Monday, April 8, 2013

5 Common Myths about Financial Planning


It is true that the objective of financial planning may vary for different individual but the need for it is also interpreted differently by many. This gives rise to various myths & speculations related to financial planning. We list down the most common myths of financial planning:

1. Life Insurance has solved my family’s crisis after my death:
It is the most common myth that financial planning is complete when you have insured your family against crisis but the question is will that suffice all their needs considering the soaring inflation & various unexpected expenses that crop up.

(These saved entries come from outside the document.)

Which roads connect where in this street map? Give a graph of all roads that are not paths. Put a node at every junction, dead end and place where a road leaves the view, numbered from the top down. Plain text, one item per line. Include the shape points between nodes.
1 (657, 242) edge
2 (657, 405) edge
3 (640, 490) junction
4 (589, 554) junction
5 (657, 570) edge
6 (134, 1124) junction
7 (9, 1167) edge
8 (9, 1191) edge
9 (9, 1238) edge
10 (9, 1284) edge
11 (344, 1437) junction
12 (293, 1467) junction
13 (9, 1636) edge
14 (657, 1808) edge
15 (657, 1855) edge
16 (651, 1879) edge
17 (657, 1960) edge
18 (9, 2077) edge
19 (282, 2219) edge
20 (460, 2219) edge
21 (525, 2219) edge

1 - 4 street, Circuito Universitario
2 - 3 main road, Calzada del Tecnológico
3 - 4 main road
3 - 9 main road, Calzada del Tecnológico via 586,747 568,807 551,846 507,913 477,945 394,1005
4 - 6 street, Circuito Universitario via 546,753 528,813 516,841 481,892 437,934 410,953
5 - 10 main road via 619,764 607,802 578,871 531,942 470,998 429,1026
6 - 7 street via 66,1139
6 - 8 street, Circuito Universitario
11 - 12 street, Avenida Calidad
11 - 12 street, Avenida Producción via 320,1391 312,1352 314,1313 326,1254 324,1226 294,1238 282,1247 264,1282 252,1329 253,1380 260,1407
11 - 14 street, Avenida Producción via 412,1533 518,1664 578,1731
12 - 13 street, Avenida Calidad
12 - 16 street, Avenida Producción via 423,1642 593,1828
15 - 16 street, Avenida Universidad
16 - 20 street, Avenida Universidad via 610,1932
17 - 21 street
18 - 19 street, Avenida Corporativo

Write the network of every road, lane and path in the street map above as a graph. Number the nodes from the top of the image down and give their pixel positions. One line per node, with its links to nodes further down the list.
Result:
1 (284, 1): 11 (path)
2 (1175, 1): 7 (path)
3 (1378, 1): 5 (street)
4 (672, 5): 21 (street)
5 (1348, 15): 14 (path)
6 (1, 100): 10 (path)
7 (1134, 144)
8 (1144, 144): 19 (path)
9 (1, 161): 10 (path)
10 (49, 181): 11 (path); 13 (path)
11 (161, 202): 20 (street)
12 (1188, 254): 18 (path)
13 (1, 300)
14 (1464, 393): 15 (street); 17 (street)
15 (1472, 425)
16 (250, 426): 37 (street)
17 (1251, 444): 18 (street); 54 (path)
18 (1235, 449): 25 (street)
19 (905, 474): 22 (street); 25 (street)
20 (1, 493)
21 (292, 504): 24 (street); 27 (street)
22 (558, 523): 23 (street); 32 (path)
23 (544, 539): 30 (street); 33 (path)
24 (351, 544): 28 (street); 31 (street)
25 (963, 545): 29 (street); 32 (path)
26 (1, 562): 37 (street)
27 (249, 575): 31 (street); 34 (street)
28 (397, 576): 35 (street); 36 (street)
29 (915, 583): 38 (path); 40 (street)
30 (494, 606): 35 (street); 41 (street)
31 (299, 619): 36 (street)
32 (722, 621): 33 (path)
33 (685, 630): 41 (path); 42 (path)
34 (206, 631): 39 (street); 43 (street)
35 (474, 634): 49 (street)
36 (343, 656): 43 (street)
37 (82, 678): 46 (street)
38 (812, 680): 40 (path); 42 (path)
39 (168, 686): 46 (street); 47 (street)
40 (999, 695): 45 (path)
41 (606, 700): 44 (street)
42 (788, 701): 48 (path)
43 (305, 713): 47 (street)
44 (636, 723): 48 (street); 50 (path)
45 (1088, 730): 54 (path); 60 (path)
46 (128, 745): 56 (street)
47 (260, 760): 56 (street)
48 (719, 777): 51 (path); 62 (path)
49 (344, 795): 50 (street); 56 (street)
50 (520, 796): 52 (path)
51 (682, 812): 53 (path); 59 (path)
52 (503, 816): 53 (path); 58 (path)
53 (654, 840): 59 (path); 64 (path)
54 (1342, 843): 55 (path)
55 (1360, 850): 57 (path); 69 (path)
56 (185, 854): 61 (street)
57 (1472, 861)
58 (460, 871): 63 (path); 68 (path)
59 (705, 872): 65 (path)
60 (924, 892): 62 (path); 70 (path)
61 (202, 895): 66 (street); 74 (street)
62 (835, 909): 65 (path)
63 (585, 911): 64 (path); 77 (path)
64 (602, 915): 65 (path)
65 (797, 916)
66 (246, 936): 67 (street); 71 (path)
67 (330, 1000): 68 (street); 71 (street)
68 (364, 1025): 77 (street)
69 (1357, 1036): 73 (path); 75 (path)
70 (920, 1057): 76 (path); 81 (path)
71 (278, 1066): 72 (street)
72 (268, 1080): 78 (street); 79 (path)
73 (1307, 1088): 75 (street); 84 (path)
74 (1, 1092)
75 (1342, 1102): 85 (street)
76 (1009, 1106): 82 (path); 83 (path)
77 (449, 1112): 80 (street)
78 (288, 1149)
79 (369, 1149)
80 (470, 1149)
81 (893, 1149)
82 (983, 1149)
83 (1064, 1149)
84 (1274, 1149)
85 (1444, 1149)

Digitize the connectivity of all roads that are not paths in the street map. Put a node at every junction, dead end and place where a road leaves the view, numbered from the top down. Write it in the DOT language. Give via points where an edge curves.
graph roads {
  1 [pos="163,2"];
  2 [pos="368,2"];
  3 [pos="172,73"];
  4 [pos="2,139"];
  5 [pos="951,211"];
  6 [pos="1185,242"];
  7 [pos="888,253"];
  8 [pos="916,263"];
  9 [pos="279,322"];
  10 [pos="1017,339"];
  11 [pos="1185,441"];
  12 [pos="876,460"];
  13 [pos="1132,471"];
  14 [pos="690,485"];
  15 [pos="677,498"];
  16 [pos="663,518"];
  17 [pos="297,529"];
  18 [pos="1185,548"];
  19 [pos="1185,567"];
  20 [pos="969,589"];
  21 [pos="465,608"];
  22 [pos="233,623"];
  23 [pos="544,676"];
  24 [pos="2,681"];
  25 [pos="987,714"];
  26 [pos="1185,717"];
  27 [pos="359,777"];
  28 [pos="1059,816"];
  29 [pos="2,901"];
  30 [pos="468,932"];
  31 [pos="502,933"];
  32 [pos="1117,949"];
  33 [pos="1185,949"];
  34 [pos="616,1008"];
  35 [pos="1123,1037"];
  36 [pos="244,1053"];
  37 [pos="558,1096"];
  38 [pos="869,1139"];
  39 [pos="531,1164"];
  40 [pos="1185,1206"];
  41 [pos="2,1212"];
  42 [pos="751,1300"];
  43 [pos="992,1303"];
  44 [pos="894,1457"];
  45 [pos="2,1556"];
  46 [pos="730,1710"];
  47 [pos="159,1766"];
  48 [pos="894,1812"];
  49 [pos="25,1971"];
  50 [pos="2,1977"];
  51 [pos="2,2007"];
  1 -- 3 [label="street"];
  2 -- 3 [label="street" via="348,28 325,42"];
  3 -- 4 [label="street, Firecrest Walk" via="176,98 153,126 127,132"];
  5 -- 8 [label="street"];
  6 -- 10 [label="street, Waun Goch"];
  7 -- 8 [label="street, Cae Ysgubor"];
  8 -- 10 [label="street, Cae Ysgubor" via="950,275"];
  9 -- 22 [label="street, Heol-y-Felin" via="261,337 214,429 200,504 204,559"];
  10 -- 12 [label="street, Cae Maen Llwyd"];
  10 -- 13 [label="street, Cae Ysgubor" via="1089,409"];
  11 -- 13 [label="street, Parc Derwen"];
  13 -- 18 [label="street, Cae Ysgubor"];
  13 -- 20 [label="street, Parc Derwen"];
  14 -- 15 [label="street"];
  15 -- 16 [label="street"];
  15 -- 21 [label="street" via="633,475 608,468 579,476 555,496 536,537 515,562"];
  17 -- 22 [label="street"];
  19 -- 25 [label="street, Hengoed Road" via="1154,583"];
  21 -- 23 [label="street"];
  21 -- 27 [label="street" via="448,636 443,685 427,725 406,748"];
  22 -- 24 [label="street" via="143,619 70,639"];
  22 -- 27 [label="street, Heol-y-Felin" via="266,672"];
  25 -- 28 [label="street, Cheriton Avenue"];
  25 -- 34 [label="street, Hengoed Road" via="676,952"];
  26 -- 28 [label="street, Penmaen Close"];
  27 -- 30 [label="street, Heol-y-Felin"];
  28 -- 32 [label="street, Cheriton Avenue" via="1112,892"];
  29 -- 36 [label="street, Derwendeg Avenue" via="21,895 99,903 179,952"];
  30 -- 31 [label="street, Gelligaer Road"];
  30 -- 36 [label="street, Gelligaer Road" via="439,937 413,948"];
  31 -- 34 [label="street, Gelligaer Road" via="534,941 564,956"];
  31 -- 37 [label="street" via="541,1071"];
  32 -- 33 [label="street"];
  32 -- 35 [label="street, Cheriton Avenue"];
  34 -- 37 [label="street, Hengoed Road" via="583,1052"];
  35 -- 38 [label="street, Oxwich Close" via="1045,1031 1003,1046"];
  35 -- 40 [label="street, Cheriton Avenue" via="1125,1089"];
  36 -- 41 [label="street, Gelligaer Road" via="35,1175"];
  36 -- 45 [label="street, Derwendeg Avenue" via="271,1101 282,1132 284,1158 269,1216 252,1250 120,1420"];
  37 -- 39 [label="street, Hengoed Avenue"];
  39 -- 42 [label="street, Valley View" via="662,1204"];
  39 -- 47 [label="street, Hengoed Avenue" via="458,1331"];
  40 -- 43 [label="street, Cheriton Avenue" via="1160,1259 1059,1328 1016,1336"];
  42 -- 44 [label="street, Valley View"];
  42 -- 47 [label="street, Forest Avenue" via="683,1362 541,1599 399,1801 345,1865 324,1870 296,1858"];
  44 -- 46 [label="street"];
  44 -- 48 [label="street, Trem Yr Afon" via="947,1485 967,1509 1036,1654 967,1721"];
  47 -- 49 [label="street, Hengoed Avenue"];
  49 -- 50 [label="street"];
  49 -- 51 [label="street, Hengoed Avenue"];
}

2. Don’t have sufficient funds to start planning for investments:
The most common perception to avoid financial planning is that funds are never sufficient but contingencies come up without invitation. It is important that you are prepared for them & saved now. It becomes all the more important to plan your finances so that you make your money work for you.

3. Financial Planning is all about investments: 
True financial planning involves investments but is not only restricted to it. It includes various other aspects like budgeting for day-to-day expenses, making smart tax decisions, planning for your retirement & various other things are equally important. A financial planning professional can offer assistance in all of these areas.

4. We are too young to think about financial planning: 
It is under this common mis-conception that most people push financial planning to future. It is important to understand that planning for future or retirement is not a contingency but a necessity that can be easily worked upon when started early. It not only gives you the advantage of compounding of savings but also take cares of inflationary pressures

5. Wealth will be inherited & does not need financial planning:
Will is a very important part of inheritance & financial planning involves making of a will to avoid disputes. It ensures there is smooth flow of the inheritance you are going to inherit or pass on.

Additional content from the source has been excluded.